The Department has indicated to the BDA that we regard the new contracts as offering a good deal for dentists. They will have a guaranteed annual contract value based on their current national health service earnings, which give an average net income of £80,000 per year for a committed NHS dentist, for at least five per cent, fewer (weighted) courses of treatment compared with the current general dental services system. The Department has expressed concern that the BDA appears to be overlooking the evidence of the personal dental services pilots, which have shown that abolishing the fee-per-item remuneration system, also supports dentists in carrying out simple courses of treatment, with more time available for preventative work.

Mr. Stewart Jackson: To ask the Secretary of State for Health what assessment she has made of the availability of free dental care for children within Peterborough constituency. [58151]

Ms Rosie Winterton: Dentists working in the salaried primary care dental services examine schoolchildren at least three times in their school career.
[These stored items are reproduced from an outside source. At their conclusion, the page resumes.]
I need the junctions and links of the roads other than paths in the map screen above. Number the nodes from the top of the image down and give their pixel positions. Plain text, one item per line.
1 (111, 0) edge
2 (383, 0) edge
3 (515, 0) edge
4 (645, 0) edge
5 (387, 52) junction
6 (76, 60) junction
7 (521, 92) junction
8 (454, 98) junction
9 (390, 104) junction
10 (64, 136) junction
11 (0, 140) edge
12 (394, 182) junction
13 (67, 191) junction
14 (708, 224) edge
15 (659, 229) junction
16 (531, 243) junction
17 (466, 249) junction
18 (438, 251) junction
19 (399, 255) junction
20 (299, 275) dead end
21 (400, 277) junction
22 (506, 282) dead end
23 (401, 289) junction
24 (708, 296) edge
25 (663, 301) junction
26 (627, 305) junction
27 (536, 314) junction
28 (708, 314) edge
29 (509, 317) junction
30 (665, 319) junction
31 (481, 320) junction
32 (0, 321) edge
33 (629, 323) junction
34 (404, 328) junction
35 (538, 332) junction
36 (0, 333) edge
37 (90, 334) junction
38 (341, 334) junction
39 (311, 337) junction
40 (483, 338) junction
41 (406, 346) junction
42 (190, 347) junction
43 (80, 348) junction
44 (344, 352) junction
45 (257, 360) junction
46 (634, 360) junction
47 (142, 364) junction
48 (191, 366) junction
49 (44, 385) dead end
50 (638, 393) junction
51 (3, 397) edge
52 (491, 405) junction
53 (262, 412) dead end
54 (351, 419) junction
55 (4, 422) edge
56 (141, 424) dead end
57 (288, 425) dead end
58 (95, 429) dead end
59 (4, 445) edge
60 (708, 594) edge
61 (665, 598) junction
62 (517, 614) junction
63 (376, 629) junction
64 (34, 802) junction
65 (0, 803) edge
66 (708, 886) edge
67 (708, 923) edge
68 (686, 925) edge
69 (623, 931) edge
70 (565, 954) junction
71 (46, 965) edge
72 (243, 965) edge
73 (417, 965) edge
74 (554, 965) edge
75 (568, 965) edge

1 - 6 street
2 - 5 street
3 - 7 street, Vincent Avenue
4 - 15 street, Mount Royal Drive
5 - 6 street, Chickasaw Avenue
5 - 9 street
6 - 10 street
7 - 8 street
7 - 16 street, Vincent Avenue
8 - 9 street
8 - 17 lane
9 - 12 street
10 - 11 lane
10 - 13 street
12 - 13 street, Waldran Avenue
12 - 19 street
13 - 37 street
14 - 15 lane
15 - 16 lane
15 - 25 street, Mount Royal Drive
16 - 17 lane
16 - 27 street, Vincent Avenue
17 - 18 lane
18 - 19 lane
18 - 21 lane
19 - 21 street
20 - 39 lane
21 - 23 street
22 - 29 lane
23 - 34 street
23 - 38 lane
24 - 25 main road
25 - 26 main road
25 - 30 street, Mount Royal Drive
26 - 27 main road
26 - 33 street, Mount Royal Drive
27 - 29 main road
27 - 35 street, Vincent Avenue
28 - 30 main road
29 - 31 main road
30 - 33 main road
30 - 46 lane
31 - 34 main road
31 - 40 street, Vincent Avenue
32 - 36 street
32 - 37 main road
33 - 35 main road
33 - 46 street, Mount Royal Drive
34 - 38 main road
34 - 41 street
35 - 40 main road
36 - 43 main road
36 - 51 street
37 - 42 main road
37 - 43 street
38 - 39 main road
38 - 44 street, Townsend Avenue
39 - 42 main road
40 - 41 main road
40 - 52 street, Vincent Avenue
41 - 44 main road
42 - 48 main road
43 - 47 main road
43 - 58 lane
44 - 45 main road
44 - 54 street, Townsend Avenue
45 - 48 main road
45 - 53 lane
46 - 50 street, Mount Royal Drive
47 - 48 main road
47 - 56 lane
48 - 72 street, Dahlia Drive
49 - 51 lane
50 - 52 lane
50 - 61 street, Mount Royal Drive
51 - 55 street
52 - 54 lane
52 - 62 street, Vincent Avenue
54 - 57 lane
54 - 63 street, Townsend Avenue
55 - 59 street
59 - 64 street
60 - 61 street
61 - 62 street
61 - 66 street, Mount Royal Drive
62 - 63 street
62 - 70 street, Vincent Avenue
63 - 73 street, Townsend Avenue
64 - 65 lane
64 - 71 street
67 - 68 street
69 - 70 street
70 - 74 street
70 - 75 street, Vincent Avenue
They also contribute to regular surveys, which have shown that the oral health of children is improving.

Where dentists advise that treatment is necessary, children under 16 and young people aged 16, 17 and 18 who are in full time education are exempt from charges for national health service dental treatment.

Recent and ongoing action to improve access to NHS dentistry, including the recruitment of the equivalent of over 1,450 additional dentists, the establishment of a new university dental school and the introduction of local commissioning responsibilities for primary care trusts, will benefit both children and their families.